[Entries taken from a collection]
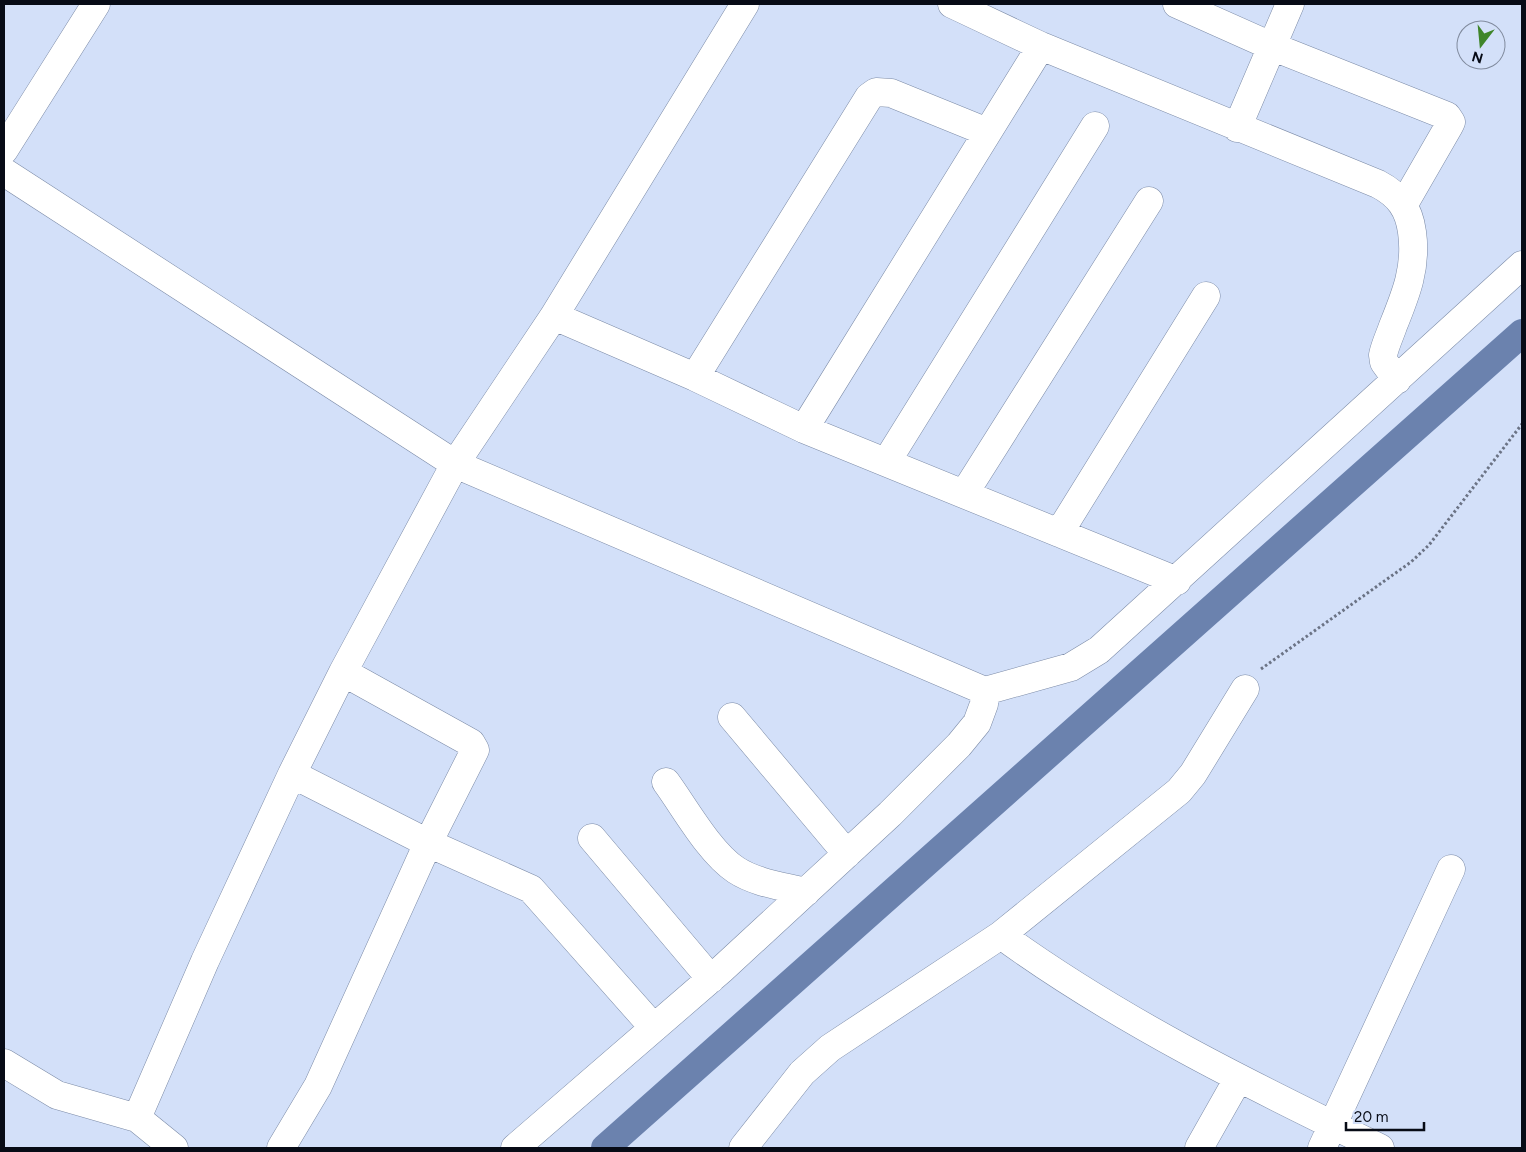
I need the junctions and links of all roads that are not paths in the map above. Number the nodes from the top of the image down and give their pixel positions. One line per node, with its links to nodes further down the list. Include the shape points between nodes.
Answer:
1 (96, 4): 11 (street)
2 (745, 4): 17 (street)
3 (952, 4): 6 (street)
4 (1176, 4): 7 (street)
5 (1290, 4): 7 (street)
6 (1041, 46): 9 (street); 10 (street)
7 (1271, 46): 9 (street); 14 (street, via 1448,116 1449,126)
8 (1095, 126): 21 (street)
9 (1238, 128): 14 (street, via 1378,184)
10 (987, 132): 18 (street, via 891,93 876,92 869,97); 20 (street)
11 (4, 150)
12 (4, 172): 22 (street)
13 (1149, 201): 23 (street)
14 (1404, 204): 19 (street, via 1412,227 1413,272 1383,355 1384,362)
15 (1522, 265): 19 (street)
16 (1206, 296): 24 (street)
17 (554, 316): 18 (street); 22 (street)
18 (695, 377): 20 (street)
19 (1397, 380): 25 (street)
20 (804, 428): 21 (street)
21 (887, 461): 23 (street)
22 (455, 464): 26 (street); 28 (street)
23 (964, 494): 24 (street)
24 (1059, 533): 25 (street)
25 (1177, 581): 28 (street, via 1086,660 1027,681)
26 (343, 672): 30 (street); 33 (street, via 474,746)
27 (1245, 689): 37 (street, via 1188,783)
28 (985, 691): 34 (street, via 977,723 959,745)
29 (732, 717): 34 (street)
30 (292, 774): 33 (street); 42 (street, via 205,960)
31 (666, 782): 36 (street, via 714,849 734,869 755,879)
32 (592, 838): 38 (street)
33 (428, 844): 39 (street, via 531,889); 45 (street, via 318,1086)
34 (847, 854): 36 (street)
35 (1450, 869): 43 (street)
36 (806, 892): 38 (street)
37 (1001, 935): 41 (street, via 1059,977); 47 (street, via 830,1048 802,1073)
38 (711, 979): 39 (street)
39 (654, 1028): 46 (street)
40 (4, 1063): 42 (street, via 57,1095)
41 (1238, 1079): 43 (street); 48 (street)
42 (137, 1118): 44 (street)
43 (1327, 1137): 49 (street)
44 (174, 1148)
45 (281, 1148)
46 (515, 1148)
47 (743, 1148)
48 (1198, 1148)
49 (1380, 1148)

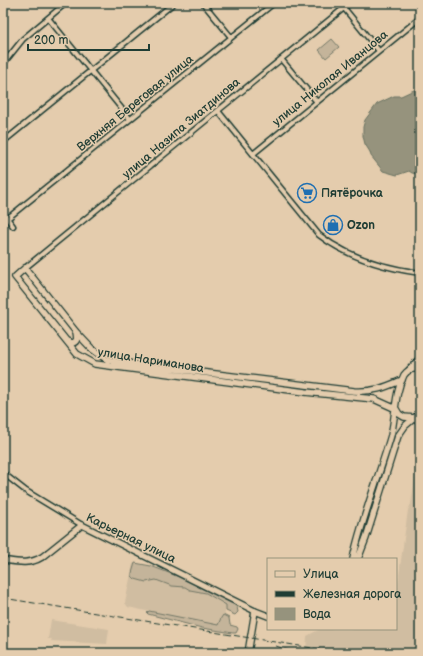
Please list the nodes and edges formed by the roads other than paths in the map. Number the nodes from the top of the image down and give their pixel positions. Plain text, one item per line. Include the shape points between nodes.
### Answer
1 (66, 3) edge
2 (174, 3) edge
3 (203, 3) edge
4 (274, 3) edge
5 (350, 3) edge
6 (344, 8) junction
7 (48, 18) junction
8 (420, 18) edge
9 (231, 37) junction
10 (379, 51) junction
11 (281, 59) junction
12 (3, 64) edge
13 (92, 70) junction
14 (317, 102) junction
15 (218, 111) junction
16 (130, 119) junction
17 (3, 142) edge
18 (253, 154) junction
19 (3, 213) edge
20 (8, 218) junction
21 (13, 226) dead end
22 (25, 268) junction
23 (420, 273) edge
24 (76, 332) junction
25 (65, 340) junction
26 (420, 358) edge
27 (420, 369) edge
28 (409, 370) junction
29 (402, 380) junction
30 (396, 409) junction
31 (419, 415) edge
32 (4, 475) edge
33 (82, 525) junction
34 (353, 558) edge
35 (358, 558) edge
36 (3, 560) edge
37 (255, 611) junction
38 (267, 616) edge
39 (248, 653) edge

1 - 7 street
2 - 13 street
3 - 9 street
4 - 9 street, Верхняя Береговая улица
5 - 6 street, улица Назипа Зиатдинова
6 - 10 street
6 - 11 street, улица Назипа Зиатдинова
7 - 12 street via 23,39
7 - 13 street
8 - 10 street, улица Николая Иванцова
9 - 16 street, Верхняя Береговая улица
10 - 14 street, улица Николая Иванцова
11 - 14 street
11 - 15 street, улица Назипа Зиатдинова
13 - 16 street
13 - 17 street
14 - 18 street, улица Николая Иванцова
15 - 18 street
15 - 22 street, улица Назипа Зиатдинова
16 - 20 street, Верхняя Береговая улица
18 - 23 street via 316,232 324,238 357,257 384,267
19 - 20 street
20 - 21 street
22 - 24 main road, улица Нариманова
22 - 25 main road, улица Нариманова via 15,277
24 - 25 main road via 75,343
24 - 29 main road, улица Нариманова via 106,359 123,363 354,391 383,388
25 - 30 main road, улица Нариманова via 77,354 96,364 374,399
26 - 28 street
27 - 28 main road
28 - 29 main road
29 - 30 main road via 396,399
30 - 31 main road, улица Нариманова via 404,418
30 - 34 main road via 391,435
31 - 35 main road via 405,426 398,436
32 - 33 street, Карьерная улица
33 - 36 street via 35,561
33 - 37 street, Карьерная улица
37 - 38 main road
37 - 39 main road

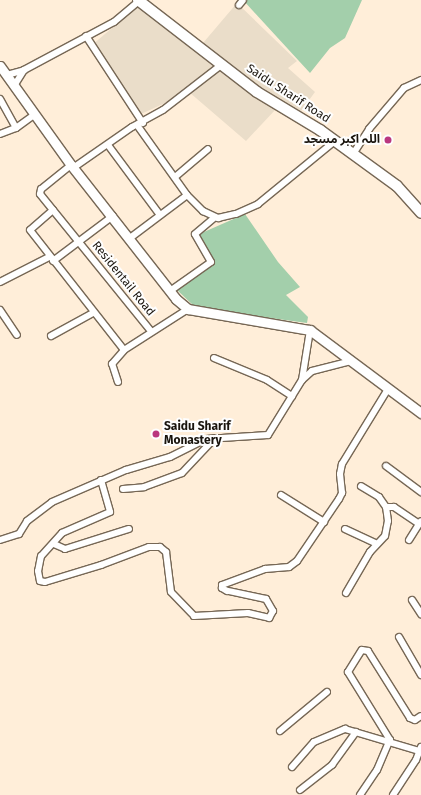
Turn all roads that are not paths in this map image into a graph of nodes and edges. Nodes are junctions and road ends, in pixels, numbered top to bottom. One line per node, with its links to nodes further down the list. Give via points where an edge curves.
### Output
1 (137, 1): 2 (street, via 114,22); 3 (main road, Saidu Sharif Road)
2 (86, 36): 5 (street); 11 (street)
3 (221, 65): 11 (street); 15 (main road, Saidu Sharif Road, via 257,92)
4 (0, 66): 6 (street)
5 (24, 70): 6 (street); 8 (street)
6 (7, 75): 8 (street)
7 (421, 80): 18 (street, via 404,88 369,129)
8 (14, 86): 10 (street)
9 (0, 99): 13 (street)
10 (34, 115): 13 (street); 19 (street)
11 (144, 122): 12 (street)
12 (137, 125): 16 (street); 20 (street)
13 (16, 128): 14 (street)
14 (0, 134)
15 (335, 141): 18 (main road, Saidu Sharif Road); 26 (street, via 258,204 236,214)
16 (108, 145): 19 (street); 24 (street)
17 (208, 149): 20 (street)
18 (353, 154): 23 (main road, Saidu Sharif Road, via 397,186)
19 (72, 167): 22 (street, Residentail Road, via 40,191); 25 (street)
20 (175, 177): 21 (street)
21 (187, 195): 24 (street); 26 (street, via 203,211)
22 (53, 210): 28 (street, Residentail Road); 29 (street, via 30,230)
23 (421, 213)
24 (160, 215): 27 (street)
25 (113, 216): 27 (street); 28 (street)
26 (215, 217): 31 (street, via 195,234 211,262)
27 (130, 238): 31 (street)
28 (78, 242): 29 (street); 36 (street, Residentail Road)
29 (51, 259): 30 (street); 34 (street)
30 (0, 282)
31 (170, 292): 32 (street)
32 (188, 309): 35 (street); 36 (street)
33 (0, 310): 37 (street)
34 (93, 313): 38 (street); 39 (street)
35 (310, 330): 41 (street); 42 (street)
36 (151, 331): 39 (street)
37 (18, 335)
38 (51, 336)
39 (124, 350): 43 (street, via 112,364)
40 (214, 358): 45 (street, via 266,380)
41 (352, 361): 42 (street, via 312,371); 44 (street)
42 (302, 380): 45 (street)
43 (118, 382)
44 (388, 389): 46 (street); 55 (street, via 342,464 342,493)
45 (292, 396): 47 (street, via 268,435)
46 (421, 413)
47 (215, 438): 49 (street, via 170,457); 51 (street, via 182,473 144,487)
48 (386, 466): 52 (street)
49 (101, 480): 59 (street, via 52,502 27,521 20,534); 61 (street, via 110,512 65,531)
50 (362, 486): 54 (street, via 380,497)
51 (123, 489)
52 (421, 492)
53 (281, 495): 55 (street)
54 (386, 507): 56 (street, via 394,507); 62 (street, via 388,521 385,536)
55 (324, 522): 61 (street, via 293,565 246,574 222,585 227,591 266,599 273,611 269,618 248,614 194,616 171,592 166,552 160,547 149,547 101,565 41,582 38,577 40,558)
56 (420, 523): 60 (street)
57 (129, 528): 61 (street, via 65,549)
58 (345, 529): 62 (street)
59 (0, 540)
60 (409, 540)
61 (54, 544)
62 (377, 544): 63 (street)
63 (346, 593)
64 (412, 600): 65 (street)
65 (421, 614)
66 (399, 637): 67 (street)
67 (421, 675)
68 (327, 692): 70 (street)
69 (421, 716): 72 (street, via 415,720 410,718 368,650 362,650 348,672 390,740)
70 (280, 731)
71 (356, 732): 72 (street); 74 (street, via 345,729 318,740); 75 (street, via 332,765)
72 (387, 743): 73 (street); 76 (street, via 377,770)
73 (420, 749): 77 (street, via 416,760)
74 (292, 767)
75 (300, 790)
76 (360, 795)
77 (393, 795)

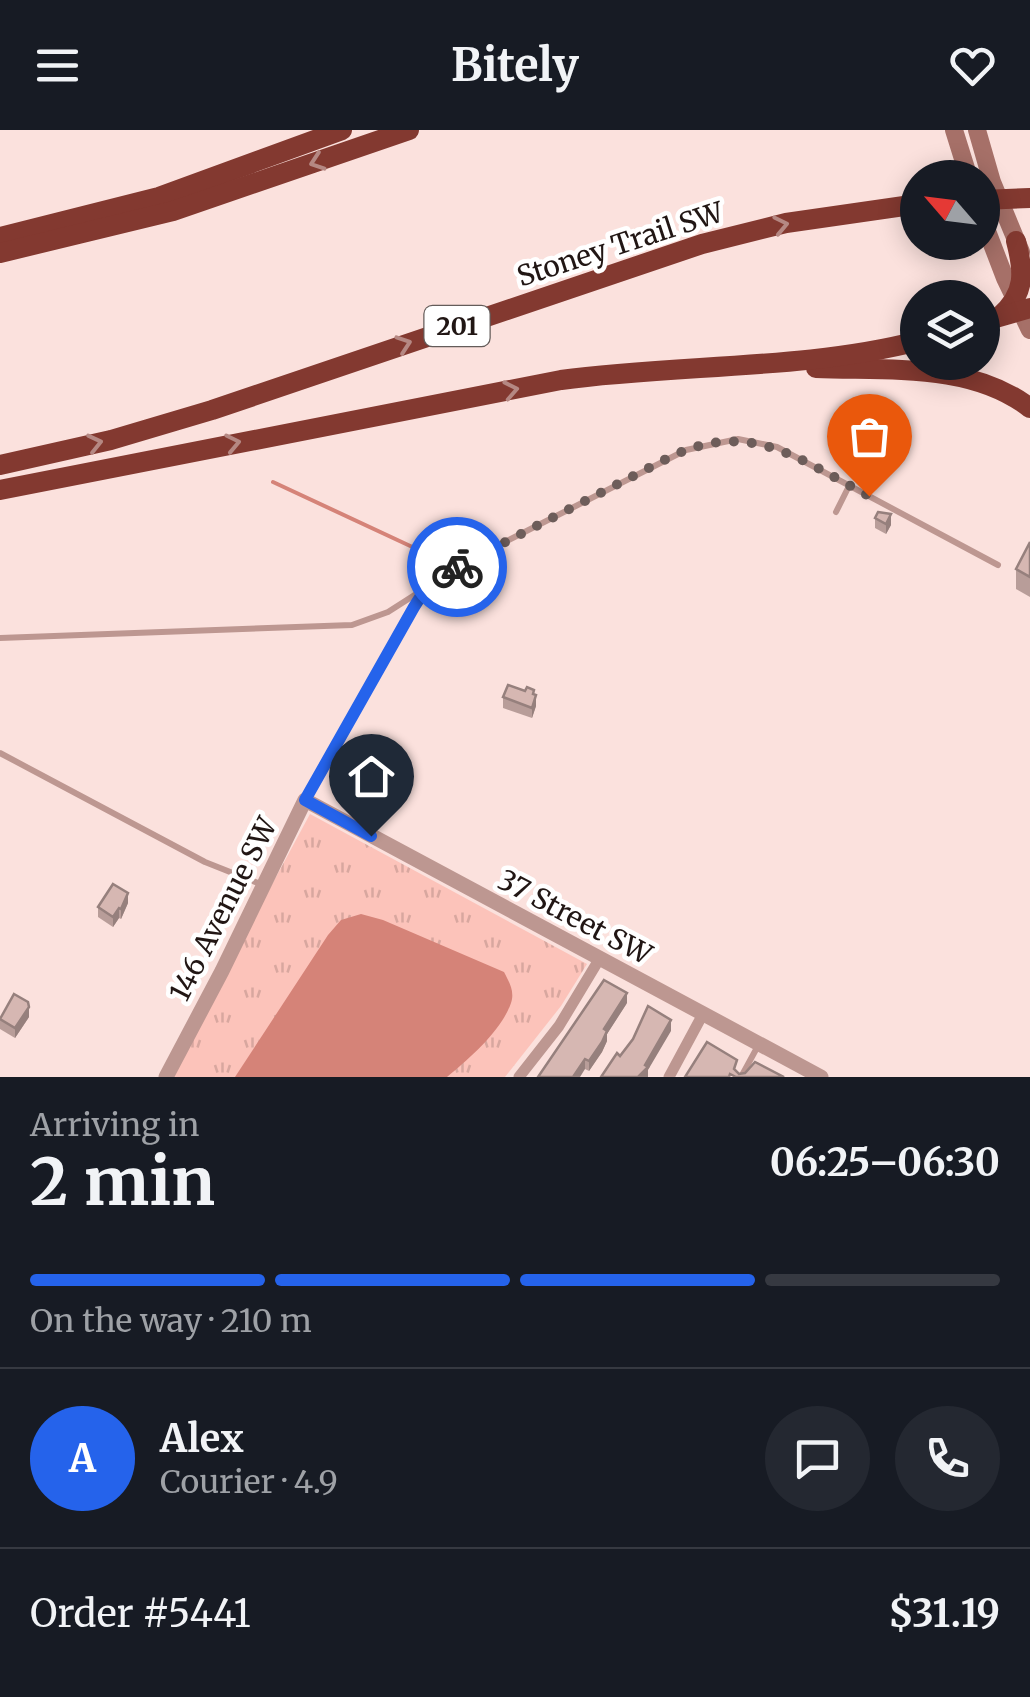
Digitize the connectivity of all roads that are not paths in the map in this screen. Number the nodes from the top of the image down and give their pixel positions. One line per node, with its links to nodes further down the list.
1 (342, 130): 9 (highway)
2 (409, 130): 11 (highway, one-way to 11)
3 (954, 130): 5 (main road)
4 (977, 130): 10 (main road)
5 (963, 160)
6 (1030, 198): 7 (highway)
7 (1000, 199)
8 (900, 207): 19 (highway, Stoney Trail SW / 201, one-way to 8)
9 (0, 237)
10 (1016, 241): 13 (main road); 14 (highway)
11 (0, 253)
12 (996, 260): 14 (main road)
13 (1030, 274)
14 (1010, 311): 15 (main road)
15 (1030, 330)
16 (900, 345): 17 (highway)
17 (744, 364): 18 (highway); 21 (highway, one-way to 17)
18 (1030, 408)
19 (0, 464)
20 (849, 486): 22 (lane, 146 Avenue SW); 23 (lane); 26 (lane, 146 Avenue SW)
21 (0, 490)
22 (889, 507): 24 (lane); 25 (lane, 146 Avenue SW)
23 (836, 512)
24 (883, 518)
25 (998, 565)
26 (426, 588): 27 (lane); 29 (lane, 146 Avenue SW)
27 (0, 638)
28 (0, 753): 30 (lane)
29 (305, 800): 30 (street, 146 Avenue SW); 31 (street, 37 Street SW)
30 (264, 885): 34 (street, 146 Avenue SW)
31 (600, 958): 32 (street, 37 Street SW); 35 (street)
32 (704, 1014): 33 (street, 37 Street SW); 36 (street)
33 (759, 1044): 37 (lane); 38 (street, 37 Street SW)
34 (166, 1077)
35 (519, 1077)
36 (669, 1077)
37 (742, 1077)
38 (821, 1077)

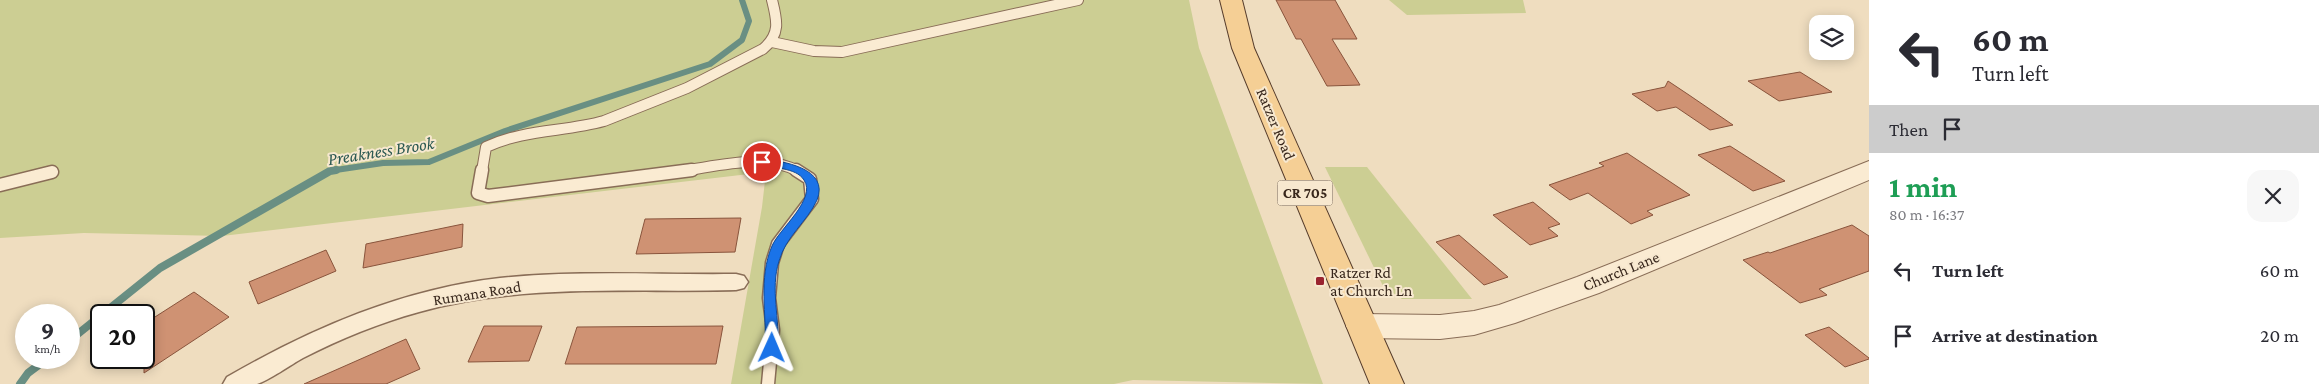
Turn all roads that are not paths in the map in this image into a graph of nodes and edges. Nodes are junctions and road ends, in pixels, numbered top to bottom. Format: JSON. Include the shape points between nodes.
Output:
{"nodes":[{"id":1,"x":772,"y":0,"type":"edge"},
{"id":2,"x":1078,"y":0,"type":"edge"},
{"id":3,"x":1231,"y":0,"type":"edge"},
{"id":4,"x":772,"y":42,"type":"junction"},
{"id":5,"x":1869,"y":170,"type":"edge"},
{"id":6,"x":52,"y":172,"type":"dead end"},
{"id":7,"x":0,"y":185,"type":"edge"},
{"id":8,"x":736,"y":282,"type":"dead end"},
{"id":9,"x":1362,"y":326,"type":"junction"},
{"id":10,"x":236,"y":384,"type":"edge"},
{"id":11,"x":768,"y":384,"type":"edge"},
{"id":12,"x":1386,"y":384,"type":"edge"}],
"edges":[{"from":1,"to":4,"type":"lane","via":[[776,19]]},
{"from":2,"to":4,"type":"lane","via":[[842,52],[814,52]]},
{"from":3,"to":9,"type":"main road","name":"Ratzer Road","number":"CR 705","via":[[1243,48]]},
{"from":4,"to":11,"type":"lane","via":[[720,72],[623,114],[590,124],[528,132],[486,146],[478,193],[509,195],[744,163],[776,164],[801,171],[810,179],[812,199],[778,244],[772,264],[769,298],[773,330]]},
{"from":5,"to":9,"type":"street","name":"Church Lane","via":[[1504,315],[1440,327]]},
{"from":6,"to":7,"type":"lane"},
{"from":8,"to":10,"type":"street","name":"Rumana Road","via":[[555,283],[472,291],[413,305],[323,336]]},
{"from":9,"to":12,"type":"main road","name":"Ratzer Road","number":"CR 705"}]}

§ **WHAT THE TASK ASKS**:
If a line of the entries holds the word "Береговая", copy it out.

§ **EXERCISE RESPONSE**:
4 - 9 street, Верхняя Береговая улица
9 - 16 street, Верхняя Береговая улица
16 - 20 street, Верхняя Береговая улица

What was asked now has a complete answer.